▶ [EXERCISE]
Print all records exactly, pictures left out.

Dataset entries
Content starts

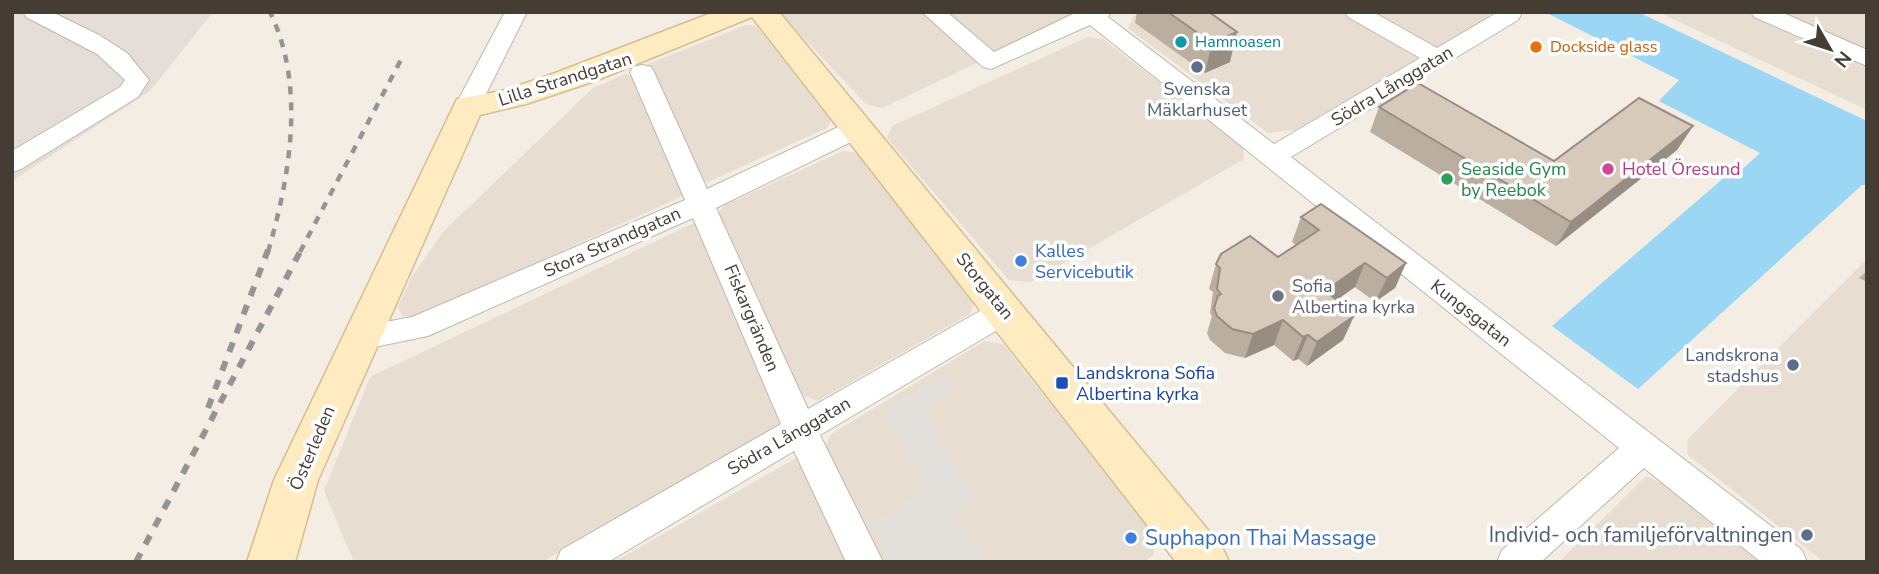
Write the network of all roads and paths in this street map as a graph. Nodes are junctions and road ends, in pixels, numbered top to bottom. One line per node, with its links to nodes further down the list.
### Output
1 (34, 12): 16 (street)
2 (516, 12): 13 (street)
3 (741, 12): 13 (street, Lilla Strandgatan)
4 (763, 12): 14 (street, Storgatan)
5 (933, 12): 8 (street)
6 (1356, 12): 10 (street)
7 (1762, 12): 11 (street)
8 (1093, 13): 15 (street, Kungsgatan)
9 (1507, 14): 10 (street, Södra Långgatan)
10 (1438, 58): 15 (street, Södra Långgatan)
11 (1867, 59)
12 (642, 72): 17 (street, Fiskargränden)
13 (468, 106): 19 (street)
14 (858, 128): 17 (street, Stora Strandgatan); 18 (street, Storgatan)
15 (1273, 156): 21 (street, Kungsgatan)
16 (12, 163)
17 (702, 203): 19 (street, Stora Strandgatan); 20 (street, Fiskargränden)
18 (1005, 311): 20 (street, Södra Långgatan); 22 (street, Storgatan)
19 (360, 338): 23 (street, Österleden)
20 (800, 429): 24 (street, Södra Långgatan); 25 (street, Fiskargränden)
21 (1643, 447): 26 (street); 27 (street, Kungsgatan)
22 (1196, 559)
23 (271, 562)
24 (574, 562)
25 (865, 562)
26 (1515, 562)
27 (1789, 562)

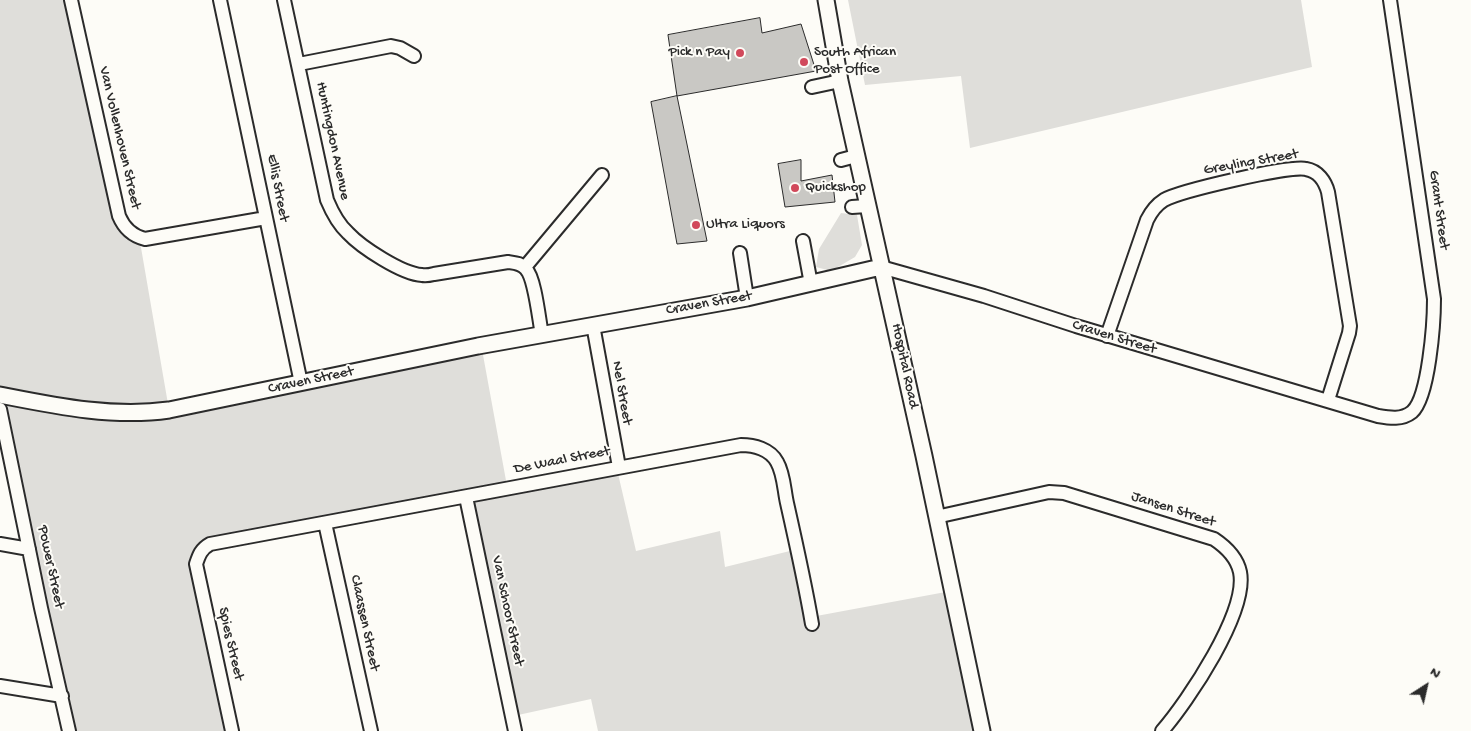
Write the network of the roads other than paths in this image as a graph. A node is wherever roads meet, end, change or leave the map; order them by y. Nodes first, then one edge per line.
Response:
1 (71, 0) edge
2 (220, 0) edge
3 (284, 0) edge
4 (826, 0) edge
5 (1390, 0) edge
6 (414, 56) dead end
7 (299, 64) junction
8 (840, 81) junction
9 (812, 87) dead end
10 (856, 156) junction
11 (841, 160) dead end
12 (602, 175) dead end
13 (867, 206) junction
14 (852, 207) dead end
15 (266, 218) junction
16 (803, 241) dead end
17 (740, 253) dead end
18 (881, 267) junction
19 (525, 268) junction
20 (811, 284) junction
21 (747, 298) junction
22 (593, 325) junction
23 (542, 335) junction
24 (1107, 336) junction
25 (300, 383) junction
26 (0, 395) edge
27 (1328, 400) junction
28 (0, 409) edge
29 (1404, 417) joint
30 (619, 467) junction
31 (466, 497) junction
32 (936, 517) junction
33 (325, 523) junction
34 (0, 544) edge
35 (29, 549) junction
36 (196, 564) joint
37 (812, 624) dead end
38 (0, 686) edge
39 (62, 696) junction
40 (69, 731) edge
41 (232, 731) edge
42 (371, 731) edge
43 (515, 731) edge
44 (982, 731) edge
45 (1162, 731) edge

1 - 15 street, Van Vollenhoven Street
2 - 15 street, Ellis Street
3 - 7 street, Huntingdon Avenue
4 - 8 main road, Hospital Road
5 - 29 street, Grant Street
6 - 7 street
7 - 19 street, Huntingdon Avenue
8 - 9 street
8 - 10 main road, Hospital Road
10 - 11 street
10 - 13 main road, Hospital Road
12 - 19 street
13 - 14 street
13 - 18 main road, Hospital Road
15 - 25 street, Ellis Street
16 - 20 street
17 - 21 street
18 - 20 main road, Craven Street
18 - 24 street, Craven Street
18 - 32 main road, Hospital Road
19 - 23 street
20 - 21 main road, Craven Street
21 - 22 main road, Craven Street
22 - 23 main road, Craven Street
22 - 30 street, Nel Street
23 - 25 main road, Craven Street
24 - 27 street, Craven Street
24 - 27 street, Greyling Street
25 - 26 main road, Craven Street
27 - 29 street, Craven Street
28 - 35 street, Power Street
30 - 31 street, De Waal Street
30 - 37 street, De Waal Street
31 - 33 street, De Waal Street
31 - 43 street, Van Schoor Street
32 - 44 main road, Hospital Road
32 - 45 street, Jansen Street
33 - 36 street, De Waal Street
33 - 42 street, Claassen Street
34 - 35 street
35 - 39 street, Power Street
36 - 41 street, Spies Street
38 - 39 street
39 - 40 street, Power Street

Content ends

▶ [PROBLEM SOLUTION]
Write the network of all roads and paths in this street map as a graph. Nodes are junctions and road ends, in pixels, numbered top to bottom. One line per node, with its links to nodes further down the list.
### Output
1 (34, 12): 16 (street)
2 (516, 12): 13 (street)
3 (741, 12): 13 (street, Lilla Strandgatan)
4 (763, 12): 14 (street, Storgatan)
5 (933, 12): 8 (street)
6 (1356, 12): 10 (street)
7 (1762, 12): 11 (street)
8 (1093, 13): 15 (street, Kungsgatan)
9 (1507, 14): 10 (street, Södra Långgatan)
10 (1438, 58): 15 (street, Södra Långgatan)
11 (1867, 59)
12 (642, 72): 17 (street, Fiskargränden)
13 (468, 106): 19 (street)
14 (858, 128): 17 (street, Stora Strandgatan); 18 (street, Storgatan)
15 (1273, 156): 21 (street, Kungsgatan)
16 (12, 163)
17 (702, 203): 19 (street, Stora Strandgatan); 20 (street, Fiskargränden)
18 (1005, 311): 20 (street, Södra Långgatan); 22 (street, Storgatan)
19 (360, 338): 23 (street, Österleden)
20 (800, 429): 24 (street, Södra Långgatan); 25 (street, Fiskargränden)
21 (1643, 447): 26 (street); 27 (street, Kungsgatan)
22 (1196, 559)
23 (271, 562)
24 (574, 562)
25 (865, 562)
26 (1515, 562)
27 (1789, 562)

Write the network of the roads other than paths in this image as a graph. A node is wherever roads meet, end, change or leave the map; order them by y. Nodes first, then one edge per line.
Response:
1 (71, 0) edge
2 (220, 0) edge
3 (284, 0) edge
4 (826, 0) edge
5 (1390, 0) edge
6 (414, 56) dead end
7 (299, 64) junction
8 (840, 81) junction
9 (812, 87) dead end
10 (856, 156) junction
11 (841, 160) dead end
12 (602, 175) dead end
13 (867, 206) junction
14 (852, 207) dead end
15 (266, 218) junction
16 (803, 241) dead end
17 (740, 253) dead end
18 (881, 267) junction
19 (525, 268) junction
20 (811, 284) junction
21 (747, 298) junction
22 (593, 325) junction
23 (542, 335) junction
24 (1107, 336) junction
25 (300, 383) junction
26 (0, 395) edge
27 (1328, 400) junction
28 (0, 409) edge
29 (1404, 417) joint
30 (619, 467) junction
31 (466, 497) junction
32 (936, 517) junction
33 (325, 523) junction
34 (0, 544) edge
35 (29, 549) junction
36 (196, 564) joint
37 (812, 624) dead end
38 (0, 686) edge
39 (62, 696) junction
40 (69, 731) edge
41 (232, 731) edge
42 (371, 731) edge
43 (515, 731) edge
44 (982, 731) edge
45 (1162, 731) edge

1 - 15 street, Van Vollenhoven Street
2 - 15 street, Ellis Street
3 - 7 street, Huntingdon Avenue
4 - 8 main road, Hospital Road
5 - 29 street, Grant Street
6 - 7 street
7 - 19 street, Huntingdon Avenue
8 - 9 street
8 - 10 main road, Hospital Road
10 - 11 street
10 - 13 main road, Hospital Road
12 - 19 street
13 - 14 street
13 - 18 main road, Hospital Road
15 - 25 street, Ellis Street
16 - 20 street
17 - 21 street
18 - 20 main road, Craven Street
18 - 24 street, Craven Street
18 - 32 main road, Hospital Road
19 - 23 street
20 - 21 main road, Craven Street
21 - 22 main road, Craven Street
22 - 23 main road, Craven Street
22 - 30 street, Nel Street
23 - 25 main road, Craven Street
24 - 27 street, Craven Street
24 - 27 street, Greyling Street
25 - 26 main road, Craven Street
27 - 29 street, Craven Street
28 - 35 street, Power Street
30 - 31 street, De Waal Street
30 - 37 street, De Waal Street
31 - 33 street, De Waal Street
31 - 43 street, Van Schoor Street
32 - 44 main road, Hospital Road
32 - 45 street, Jansen Street
33 - 36 street, De Waal Street
33 - 42 street, Claassen Street
34 - 35 street
35 - 39 street, Power Street
36 - 41 street, Spies Street
38 - 39 street
39 - 40 street, Power Street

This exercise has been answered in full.